It has been 2 years since Gasfoodlodging released their debut album, Blue Collar Rain. This Americana & UK Indie influenced collective fronted by Dave Griffiths of Sutton Coldfield could be compared to a valuable item that one might find at a car boot sale. You never knew it was there but what a great thing to find after rummaging around. In a time where new bands and music arrive on the internet at a frequency that is downright impossible to keep up with, its of no surprise that many interesting and refreshing bands fall under the radar and go undetected.

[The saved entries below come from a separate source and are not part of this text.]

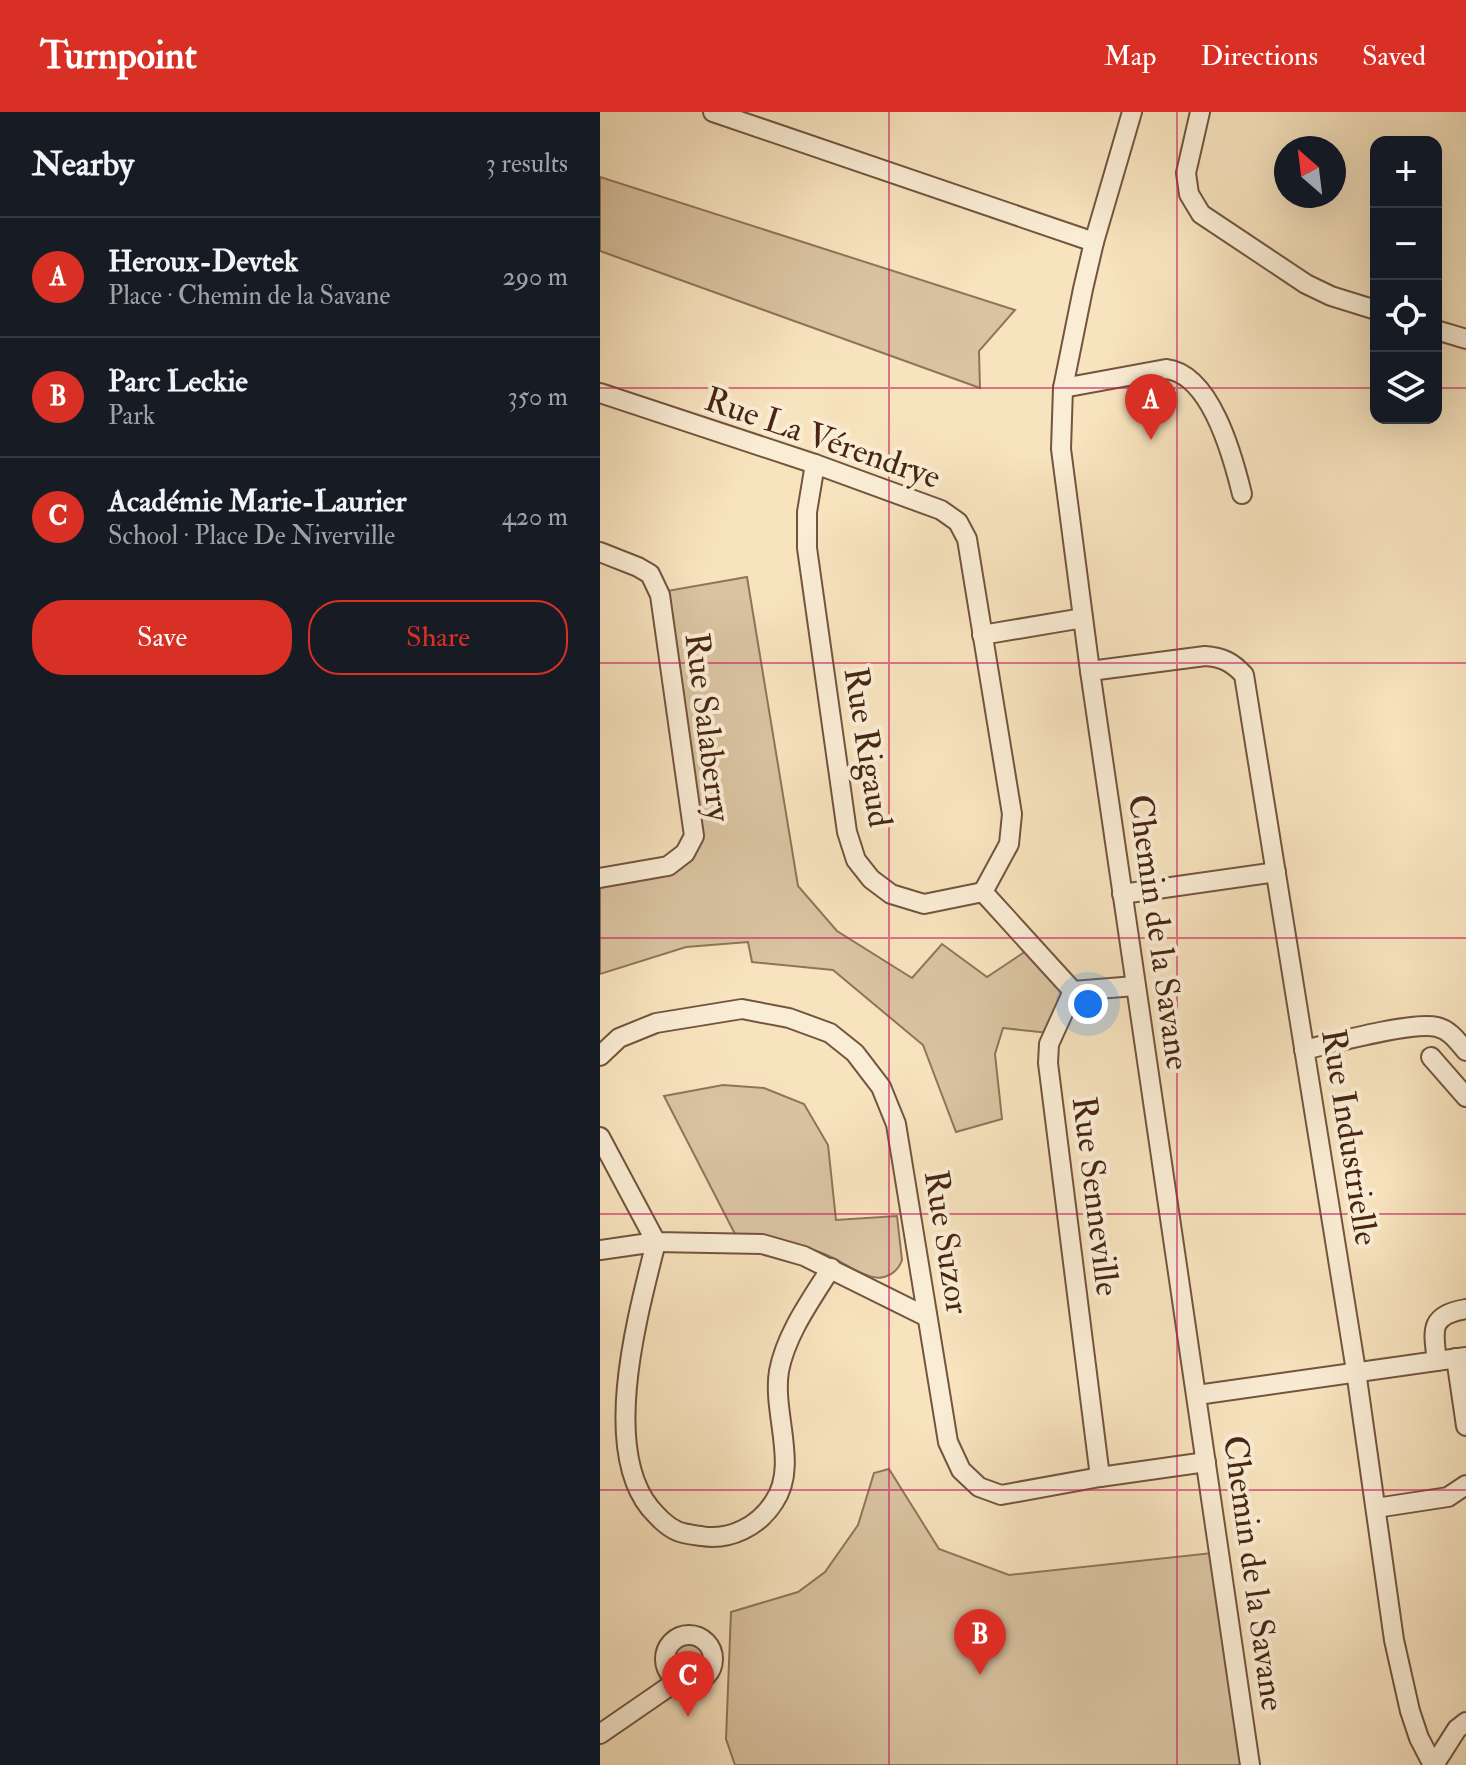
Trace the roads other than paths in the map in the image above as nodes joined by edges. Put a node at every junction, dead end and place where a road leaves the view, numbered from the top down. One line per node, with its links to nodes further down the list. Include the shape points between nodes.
1 (713, 112): 4 (street)
2 (1132, 112): 4 (street, Chemin de la Savane)
3 (1200, 112): 5 (street, via 1186,173 1189,194 1201,214 1306,284)
4 (1094, 242): 8 (street, Chemin de la Savane)
5 (1370, 308)
6 (1442, 332): 7 (street)
7 (1466, 339)
8 (1063, 388): 11 (street, via 1166,369 1189,377 1232,451); 13 (street, Chemin de la Savane, via 1061,449)
9 (600, 393): 10 (street, Rue La Vérendrye)
10 (815, 464): 14 (street, Rue La Vérendrye, via 941,510 958,522 967,539); 18 (street, Rue Rigaud, via 807,548 847,832 856,860 891,894 924,904)
11 (1242, 494)
12 (600, 552): 17 (street, Rue Salaberry, via 650,574 660,595 694,836 685,853 668,866)
13 (1083, 618): 14 (street); 15 (street, Chemin de la Savane)
14 (982, 635): 18 (street, Rue La Vérendrye, via 1012,814 1009,844)
15 (1090, 671): 16 (street, Rue Industrielle, via 1205,656 1231,662 1244,675); 19 (street, Chemin de la Savane)
16 (1276, 872): 19 (street); 22 (street, Rue Industrielle)
17 (600, 878)
18 (983, 892): 21 (street)
19 (1122, 894): 20 (street, Chemin de la Savane)
20 (1135, 986): 21 (street); 35 (street, Chemin de la Savane)
21 (1073, 991): 38 (street, Rue Senneville, via 1049,1044 1048,1063)
22 (1304, 1050): 23 (street, via 1408,1027 1437,1026); 34 (street, Rue Industrielle)
23 (1466, 1051)
24 (600, 1056): 32 (street, Rue Suzor, via 619,1038 656,1023 742,1009 830,1033 855,1053 881,1087 896,1124)
25 (1431, 1057): 26 (street)
26 (1466, 1097)
27 (600, 1137): 28 (street)
28 (656, 1242): 29 (street); 30 (street, via 762,1244); 30 (street, via 631,1343 626,1442 632,1473 660,1520 678,1532 706,1537 751,1527 777,1499 785,1465 779,1371 807,1305)
29 (600, 1250)
30 (831, 1268): 32 (street)
31 (1466, 1309): 33 (street, via 1442,1316 1434,1330)
32 (927, 1317): 38 (street, Rue Suzor, via 948,1442 961,1470 979,1487 1001,1495)
33 (1453, 1358): 34 (street); 36 (street)
34 (1356, 1371): 35 (street); 40 (street, Rue Industrielle)
35 (1197, 1395): 37 (street, Chemin de la Savane)
36 (1466, 1426)
37 (1206, 1462): 38 (street, Rue Suzor); 44 (street, Chemin de la Savane)
38 (1100, 1477)
39 (1466, 1485): 40 (street, via 1448,1497)
40 (1376, 1508): 45 (street, Rue Industrielle, via 1401,1675 1419,1738)
41 (677, 1681): 43 (street)
42 (1466, 1722): 45 (street)
43 (600, 1734)
44 (1250, 1765)
45 (1434, 1765)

With their musical influences seemingly stemmed from homegrown America such as Bob Dylan, The Velvet Underground, through to the UK shoegazing jangles of Echo and the Bunneymen and The Kinks. They most certainly have an impressive portfolio of original songs tucked away under their guitar straps and belts already. They release their follow up album, All Trashed Out, later this month.
A busy 2 years since your debut album was released?
Yeah, for sure. I started putting pen to paper again before the first LP was released. I'm guessing most songwriters work that way, its an ongoing process that never stops. Although if lack of inspiration steps in you have no choice but to take a break for a while. Thankfully those periods are rare overall and I'd finished writing this album in the spring of 2018.
How do look back at your debut album, Blue Collar Rain now?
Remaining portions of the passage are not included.